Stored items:
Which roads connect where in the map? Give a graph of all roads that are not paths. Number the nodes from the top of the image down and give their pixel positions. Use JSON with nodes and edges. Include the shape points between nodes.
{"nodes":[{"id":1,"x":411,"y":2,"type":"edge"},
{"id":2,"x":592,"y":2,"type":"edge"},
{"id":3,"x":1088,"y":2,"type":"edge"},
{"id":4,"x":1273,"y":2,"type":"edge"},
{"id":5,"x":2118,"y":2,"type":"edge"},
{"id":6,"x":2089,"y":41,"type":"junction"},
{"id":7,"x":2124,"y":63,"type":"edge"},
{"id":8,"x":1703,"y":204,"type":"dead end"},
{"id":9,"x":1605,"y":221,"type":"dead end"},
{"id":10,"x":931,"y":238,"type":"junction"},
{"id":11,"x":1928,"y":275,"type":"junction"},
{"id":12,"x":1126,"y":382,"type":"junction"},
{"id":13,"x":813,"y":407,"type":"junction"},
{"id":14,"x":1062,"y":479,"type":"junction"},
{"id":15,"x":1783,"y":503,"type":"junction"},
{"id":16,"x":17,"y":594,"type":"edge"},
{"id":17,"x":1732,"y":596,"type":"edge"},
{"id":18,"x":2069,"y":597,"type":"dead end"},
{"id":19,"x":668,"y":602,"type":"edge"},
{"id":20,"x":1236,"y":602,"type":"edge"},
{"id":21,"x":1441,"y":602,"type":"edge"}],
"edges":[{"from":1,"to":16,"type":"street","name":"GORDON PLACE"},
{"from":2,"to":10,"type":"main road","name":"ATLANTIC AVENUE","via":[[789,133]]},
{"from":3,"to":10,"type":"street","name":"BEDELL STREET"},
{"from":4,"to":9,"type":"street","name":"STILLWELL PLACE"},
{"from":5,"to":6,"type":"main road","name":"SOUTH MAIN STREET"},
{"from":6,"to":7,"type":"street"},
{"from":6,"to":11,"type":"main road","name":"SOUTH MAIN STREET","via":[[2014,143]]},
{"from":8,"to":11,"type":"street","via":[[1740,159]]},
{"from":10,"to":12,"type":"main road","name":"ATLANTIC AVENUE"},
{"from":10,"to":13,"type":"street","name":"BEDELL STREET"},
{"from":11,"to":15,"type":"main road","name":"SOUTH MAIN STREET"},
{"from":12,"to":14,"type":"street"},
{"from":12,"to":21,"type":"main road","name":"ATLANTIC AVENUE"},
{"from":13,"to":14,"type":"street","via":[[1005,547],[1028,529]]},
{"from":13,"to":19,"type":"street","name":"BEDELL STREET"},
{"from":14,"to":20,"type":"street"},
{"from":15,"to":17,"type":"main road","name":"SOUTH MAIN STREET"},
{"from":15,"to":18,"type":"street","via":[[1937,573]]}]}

---

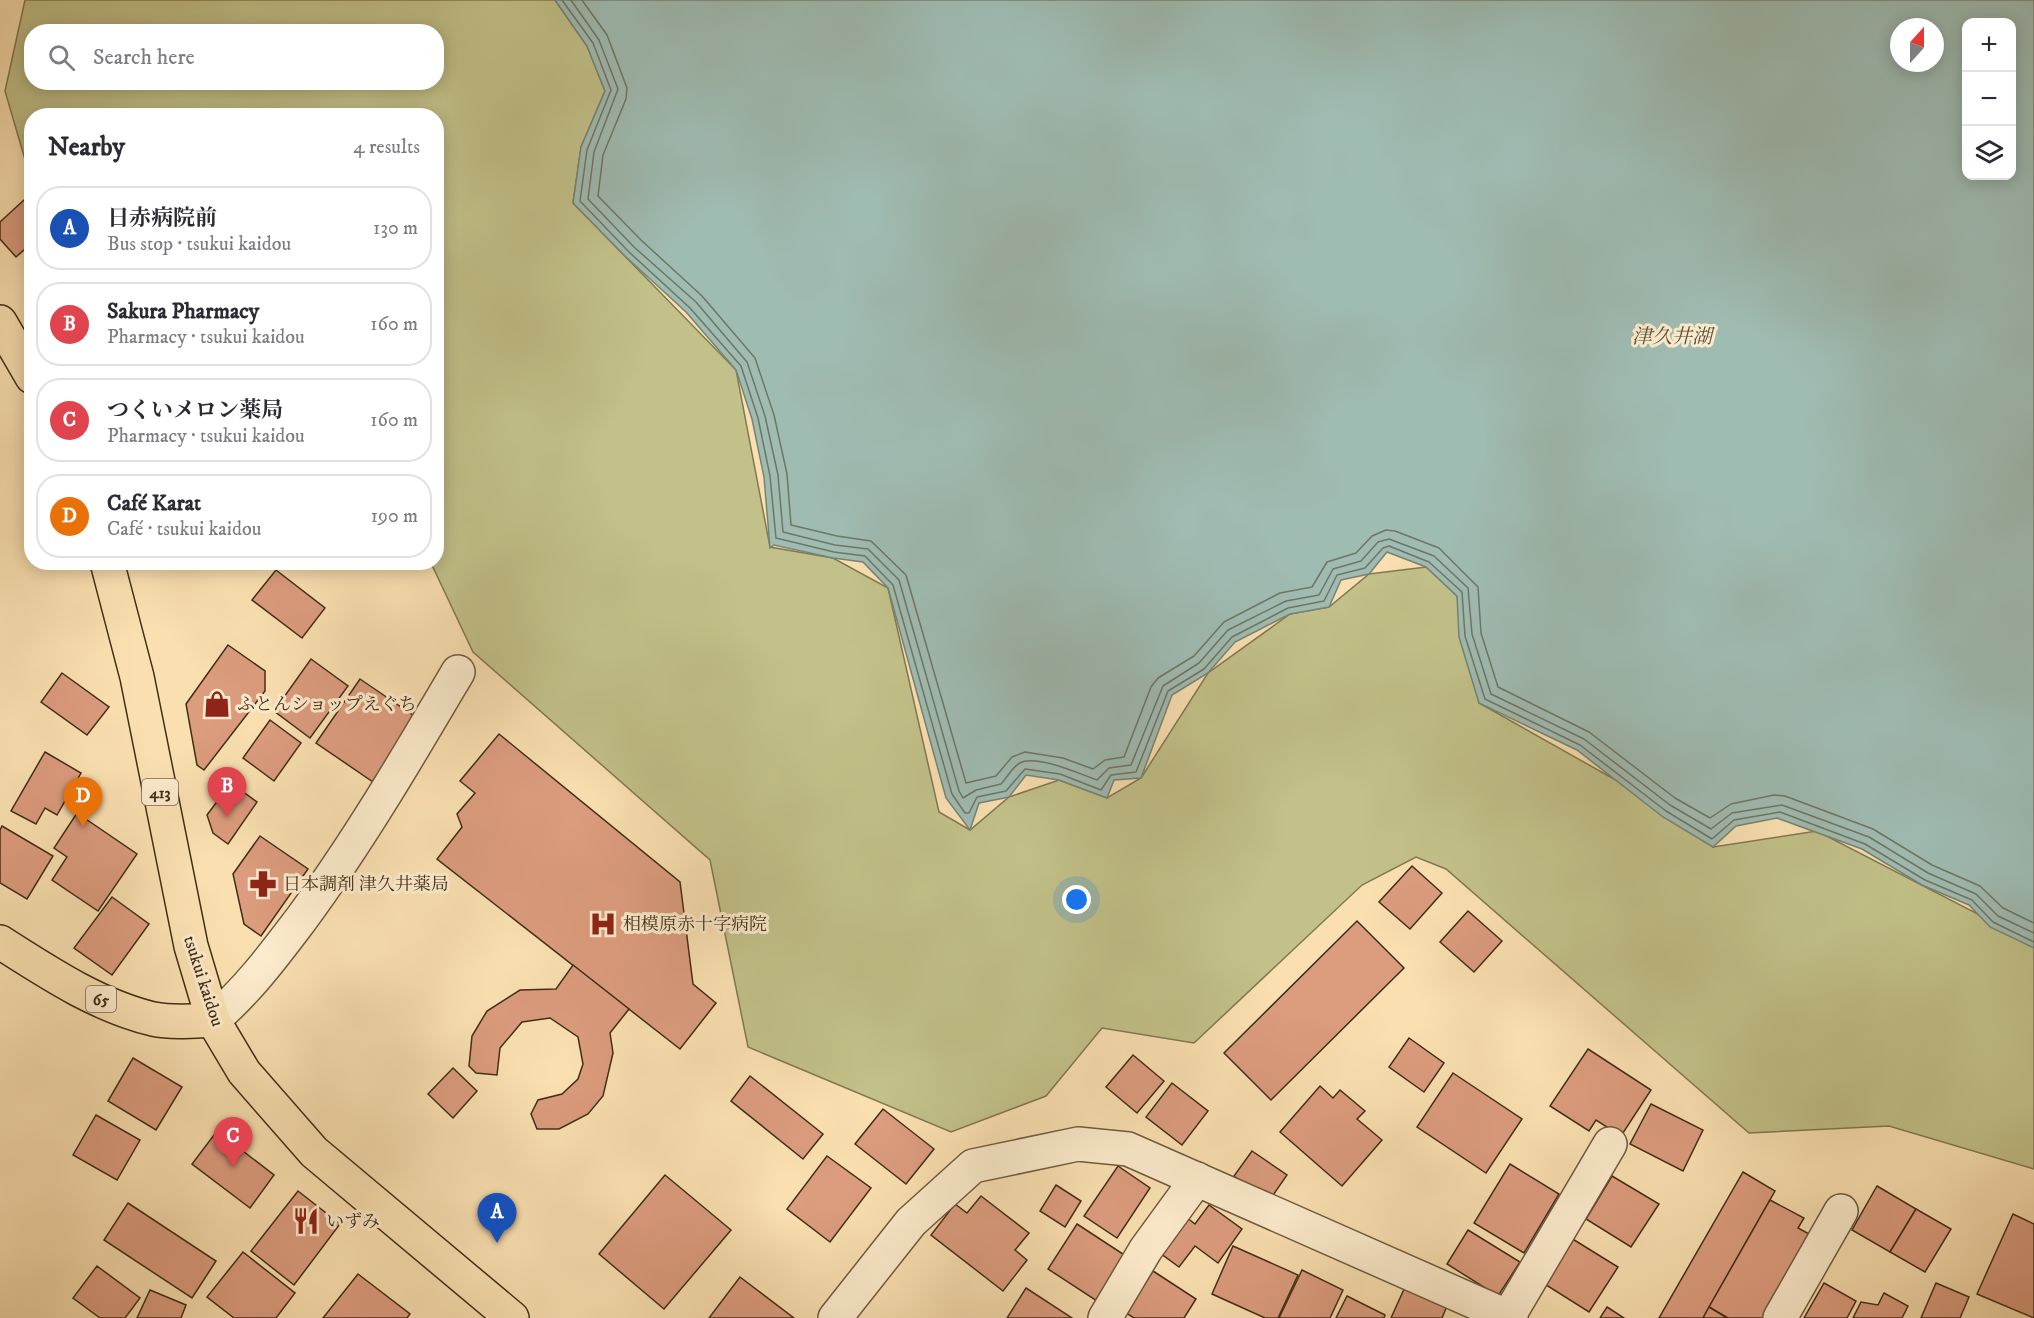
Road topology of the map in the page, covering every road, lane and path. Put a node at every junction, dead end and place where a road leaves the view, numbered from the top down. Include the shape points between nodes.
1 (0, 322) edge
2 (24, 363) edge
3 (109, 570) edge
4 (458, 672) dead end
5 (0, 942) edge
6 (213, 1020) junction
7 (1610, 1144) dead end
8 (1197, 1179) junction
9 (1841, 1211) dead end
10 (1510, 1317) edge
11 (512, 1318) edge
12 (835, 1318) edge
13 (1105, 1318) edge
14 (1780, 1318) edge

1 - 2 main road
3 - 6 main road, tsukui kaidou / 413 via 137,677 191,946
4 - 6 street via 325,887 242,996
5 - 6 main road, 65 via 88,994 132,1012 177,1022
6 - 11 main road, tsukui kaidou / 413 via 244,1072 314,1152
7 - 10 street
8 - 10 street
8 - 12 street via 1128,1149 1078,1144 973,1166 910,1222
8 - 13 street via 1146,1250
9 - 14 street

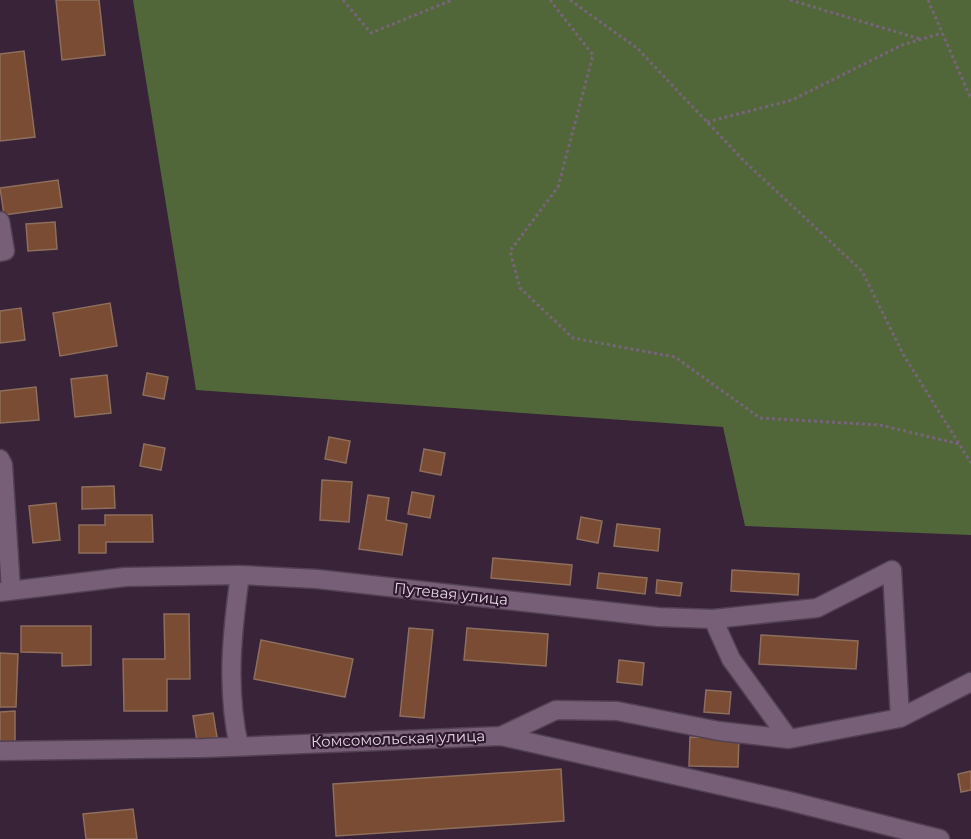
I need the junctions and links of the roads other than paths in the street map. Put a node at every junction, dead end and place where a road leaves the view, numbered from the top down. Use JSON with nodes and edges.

# [WORK TO COMPLETE]
For this exercise, set down the lines in the entries above from the one with "Road topology of" through the one with "I need the junctions" exactly as written, without any pictures.

# [RESULT FOR THIS TASK]
Road topology of the map in the page, covering every road, lane and path. Put a node at every junction, dead end and place where a road leaves the view, numbered from the top down. Include the shape points between nodes.
1 (0, 322) edge
2 (24, 363) edge
3 (109, 570) edge
4 (458, 672) dead end
5 (0, 942) edge
6 (213, 1020) junction
7 (1610, 1144) dead end
8 (1197, 1179) junction
9 (1841, 1211) dead end
10 (1510, 1317) edge
11 (512, 1318) edge
12 (835, 1318) edge
13 (1105, 1318) edge
14 (1780, 1318) edge

1 - 2 main road
3 - 6 main road, tsukui kaidou / 413 via 137,677 191,946
4 - 6 street via 325,887 242,996
5 - 6 main road, 65 via 88,994 132,1012 177,1022
6 - 11 main road, tsukui kaidou / 413 via 244,1072 314,1152
7 - 10 street
8 - 10 street
8 - 12 street via 1128,1149 1078,1144 973,1166 910,1222
8 - 13 street via 1146,1250
9 - 14 street

I need the junctions and links of the roads other than paths in the street map. Put a node at every junction, dead end and place where a road leaves the view, numbered from the top down. Use JSON with nodes and edges.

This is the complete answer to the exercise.